(Beginning of Source material)

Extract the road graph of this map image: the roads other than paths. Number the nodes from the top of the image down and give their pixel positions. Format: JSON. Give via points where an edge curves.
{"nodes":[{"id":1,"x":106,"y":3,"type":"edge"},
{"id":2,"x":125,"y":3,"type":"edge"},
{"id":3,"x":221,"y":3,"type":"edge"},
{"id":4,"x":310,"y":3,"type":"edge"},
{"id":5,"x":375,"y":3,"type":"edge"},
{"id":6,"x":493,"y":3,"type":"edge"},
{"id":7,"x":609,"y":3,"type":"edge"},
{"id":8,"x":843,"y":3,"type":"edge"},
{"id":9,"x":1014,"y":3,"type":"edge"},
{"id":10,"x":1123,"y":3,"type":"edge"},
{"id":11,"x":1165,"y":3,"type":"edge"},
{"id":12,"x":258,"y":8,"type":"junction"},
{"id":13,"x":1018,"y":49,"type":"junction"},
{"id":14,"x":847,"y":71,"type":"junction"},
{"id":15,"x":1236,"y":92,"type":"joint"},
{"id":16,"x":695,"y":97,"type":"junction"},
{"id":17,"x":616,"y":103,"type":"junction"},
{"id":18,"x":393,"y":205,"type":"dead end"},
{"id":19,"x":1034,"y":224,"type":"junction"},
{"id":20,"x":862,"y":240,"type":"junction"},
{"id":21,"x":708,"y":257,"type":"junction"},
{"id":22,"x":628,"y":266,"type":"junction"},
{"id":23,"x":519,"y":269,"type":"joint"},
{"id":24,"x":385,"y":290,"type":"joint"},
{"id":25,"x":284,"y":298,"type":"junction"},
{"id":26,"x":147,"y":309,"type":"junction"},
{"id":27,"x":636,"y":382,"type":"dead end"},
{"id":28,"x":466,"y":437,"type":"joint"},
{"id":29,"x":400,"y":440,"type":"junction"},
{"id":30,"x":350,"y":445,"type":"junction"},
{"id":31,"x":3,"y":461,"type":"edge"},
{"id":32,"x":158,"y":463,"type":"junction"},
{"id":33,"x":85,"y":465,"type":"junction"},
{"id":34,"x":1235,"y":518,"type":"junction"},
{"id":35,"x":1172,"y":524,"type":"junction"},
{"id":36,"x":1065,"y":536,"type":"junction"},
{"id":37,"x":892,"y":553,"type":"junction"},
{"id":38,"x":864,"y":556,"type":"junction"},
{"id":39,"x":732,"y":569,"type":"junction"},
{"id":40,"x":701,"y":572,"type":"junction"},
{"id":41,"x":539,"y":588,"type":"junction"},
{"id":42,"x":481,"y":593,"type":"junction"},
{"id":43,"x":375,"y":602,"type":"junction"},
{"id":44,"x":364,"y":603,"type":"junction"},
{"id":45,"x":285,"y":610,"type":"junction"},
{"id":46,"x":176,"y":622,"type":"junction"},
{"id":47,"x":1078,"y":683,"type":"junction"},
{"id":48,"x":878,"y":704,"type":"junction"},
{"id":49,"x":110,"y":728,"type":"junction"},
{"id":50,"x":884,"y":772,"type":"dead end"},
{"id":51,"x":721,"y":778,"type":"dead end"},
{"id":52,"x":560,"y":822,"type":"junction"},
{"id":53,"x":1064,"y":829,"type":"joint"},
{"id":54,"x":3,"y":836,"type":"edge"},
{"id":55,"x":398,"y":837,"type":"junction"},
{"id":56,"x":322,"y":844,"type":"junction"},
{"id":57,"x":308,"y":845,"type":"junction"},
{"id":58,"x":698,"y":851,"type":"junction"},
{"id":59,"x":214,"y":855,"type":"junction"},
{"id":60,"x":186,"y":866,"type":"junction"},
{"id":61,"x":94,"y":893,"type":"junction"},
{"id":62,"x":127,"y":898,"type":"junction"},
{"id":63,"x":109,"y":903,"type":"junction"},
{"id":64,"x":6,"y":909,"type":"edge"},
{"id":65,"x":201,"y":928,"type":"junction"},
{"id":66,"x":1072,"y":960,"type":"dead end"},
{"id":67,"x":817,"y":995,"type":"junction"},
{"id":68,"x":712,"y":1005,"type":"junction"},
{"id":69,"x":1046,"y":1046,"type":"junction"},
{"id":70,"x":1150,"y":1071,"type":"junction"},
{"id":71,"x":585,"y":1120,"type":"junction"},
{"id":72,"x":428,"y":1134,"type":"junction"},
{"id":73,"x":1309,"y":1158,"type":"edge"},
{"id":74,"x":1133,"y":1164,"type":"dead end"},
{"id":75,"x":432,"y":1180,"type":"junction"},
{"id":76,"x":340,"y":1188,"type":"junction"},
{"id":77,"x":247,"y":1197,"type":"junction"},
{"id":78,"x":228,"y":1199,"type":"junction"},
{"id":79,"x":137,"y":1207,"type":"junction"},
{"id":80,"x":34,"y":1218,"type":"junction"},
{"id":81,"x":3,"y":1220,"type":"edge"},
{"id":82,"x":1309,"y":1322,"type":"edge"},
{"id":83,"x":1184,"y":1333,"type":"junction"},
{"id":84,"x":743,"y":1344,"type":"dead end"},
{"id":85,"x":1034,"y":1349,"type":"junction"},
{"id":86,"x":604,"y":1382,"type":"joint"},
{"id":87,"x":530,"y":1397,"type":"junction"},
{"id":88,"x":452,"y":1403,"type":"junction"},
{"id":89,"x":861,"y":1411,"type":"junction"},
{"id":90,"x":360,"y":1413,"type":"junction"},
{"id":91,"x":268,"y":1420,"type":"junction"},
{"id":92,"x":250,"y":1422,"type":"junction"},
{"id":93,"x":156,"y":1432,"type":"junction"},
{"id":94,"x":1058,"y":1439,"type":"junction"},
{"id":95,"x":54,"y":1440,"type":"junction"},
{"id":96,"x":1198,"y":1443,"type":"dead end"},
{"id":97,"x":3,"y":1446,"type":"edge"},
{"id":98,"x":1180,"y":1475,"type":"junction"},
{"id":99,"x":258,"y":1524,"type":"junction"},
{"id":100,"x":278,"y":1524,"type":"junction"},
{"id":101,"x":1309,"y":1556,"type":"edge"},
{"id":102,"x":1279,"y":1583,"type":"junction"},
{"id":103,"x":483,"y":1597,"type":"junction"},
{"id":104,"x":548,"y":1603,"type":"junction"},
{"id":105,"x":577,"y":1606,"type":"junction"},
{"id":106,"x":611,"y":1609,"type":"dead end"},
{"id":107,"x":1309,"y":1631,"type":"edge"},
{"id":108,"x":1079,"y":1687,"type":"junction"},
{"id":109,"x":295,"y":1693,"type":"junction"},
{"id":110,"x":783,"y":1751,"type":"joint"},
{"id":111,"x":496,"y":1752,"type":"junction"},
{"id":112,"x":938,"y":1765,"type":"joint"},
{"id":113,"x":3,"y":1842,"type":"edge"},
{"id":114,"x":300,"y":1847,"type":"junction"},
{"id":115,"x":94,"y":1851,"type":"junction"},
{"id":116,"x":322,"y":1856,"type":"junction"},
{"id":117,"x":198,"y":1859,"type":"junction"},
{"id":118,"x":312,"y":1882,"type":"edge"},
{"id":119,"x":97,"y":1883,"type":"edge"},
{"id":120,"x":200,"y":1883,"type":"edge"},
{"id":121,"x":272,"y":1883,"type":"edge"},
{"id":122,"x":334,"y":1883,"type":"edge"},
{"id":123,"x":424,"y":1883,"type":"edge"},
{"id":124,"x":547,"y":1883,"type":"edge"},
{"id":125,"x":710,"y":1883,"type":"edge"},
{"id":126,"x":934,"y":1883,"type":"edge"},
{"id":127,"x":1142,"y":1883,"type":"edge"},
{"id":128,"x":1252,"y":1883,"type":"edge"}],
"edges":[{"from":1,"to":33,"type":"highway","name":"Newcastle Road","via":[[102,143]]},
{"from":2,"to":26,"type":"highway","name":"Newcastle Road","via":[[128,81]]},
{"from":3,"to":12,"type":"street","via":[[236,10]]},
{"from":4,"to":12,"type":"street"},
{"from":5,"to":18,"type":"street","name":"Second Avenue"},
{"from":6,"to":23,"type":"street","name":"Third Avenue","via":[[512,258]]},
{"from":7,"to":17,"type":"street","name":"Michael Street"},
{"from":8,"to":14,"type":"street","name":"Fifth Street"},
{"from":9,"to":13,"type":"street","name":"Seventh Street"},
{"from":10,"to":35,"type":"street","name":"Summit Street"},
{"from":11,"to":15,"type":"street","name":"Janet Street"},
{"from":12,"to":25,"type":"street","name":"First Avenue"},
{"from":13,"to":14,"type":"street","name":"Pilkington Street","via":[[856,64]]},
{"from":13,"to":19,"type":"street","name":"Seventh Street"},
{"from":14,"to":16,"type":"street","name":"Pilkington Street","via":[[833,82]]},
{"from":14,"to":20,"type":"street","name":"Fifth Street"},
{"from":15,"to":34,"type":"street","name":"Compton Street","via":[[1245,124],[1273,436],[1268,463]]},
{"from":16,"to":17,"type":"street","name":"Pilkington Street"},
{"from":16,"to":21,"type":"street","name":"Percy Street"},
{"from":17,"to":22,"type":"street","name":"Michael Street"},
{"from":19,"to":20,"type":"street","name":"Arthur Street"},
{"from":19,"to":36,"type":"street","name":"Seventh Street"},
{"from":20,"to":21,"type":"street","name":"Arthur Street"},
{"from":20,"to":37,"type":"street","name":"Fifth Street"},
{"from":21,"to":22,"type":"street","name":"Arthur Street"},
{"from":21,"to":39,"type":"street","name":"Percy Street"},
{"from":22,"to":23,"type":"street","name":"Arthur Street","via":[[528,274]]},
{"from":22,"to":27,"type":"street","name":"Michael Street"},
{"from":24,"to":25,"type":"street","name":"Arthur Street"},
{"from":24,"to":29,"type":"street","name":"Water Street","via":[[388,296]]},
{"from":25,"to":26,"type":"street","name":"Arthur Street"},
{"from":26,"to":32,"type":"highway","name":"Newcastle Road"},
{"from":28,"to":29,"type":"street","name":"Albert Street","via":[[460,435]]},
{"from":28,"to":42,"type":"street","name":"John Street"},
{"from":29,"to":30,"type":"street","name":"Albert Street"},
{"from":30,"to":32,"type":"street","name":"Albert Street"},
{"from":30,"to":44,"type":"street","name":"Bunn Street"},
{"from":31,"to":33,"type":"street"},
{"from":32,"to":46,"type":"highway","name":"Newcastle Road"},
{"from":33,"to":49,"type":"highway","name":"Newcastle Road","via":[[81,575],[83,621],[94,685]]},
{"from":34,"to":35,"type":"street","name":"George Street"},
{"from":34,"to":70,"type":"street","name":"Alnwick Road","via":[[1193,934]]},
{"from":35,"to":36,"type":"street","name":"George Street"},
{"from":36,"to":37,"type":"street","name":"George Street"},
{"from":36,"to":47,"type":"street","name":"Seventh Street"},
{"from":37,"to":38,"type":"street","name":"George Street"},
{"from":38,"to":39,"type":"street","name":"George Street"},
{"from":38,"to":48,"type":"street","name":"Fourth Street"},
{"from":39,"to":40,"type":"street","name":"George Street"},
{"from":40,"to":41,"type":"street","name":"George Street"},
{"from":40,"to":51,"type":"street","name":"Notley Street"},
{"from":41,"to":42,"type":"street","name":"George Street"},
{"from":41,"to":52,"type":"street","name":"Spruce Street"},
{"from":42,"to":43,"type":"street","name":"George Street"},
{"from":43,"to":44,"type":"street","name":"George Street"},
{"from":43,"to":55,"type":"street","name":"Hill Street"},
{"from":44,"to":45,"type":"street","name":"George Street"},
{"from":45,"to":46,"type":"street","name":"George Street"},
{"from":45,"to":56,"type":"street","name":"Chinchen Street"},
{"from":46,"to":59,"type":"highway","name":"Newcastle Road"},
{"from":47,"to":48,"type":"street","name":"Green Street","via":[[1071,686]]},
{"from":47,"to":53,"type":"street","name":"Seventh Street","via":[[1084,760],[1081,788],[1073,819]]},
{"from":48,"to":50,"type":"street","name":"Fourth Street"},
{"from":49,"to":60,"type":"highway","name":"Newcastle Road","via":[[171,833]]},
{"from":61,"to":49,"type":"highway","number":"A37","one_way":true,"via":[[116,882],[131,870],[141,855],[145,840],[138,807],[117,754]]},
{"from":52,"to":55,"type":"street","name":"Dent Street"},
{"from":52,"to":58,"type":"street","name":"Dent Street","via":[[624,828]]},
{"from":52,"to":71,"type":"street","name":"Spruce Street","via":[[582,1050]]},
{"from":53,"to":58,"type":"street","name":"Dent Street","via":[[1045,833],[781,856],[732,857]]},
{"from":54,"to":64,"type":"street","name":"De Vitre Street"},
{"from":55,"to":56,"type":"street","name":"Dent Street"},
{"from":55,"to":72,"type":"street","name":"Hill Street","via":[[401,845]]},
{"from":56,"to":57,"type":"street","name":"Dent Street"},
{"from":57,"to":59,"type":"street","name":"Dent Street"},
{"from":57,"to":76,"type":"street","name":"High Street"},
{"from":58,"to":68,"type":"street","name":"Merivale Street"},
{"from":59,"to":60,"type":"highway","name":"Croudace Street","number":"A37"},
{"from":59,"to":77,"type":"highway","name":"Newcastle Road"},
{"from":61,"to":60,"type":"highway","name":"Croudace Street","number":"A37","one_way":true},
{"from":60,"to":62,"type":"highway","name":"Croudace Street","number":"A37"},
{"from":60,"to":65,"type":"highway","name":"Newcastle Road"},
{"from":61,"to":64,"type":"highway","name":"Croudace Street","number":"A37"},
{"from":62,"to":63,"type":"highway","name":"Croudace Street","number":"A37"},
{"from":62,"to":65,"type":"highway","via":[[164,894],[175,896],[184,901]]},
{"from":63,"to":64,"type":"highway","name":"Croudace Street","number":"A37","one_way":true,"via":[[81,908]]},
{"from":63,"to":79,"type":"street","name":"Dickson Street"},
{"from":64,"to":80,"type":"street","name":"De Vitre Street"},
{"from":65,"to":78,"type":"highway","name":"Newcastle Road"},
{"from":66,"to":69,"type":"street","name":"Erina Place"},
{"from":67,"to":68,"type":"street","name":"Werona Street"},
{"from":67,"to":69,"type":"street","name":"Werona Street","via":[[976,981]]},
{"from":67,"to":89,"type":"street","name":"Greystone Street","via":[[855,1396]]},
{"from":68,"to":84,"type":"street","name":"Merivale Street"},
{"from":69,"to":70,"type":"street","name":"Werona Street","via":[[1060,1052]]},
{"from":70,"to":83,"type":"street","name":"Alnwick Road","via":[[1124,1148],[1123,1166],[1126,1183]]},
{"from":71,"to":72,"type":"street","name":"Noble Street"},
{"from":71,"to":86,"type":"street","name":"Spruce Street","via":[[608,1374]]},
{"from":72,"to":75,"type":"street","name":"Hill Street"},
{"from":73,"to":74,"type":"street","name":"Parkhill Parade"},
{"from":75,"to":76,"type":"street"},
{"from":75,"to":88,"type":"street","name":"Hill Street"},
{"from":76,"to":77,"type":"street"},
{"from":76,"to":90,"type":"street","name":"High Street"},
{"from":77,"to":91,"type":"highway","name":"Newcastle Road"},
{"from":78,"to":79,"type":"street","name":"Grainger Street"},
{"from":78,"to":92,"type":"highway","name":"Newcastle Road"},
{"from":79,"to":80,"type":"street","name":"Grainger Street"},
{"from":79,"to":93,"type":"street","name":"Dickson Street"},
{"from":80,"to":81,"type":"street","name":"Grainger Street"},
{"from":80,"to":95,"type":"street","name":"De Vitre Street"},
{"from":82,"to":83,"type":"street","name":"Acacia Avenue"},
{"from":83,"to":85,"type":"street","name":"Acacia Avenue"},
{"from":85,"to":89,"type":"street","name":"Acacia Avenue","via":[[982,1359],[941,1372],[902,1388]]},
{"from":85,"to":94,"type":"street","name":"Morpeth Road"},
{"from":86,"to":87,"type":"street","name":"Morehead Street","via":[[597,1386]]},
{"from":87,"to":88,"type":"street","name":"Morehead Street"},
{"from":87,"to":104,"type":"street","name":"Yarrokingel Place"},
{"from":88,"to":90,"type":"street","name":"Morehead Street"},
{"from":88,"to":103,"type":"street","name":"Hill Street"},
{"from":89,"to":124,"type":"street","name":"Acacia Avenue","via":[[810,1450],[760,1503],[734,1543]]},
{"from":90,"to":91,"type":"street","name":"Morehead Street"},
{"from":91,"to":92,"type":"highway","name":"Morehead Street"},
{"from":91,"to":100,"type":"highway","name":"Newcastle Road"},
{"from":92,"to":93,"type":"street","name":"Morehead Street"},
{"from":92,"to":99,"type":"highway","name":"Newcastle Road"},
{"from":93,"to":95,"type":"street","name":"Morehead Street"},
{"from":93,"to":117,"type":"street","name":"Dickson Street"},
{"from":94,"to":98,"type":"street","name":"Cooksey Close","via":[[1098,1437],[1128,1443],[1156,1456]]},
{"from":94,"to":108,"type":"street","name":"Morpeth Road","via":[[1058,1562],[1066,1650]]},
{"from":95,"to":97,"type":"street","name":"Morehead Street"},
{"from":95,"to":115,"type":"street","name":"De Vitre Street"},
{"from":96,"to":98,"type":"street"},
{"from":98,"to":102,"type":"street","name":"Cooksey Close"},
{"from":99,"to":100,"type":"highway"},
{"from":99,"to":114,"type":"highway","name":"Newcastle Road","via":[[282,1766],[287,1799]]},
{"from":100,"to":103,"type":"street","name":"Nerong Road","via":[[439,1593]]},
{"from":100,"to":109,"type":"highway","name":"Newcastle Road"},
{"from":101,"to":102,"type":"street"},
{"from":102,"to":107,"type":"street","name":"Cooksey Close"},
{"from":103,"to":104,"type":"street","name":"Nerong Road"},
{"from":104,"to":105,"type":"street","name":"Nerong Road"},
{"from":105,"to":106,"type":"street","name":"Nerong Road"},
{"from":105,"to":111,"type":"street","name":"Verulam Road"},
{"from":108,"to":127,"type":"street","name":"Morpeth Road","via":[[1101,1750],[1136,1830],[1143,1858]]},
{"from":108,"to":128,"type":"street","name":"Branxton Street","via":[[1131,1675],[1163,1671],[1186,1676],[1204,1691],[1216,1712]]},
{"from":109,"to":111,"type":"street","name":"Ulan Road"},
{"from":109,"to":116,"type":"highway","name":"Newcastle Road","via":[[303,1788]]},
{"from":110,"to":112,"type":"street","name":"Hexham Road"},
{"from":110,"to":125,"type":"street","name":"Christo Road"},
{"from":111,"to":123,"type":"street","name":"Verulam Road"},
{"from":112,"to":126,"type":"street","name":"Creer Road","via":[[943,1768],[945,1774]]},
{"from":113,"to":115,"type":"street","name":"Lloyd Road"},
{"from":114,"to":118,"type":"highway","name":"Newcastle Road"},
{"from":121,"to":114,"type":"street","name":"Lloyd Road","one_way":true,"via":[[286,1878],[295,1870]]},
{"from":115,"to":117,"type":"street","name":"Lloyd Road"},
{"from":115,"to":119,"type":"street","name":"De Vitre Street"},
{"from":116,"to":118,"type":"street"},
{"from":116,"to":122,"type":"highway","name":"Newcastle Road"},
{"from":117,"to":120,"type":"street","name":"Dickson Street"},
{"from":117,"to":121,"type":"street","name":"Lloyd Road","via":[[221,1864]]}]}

(End of Source material)

*What to work on*.
Every line above with the string "Werona" in it needs to be copied.

*Answer space*.
{"from":67,"to":68,"type":"street","name":"Werona Street"},
{"from":67,"to":69,"type":"street","name":"Werona Street","via":[[976,981]]},
{"from":69,"to":70,"type":"street","name":"Werona Street","via":[[1060,1052]]},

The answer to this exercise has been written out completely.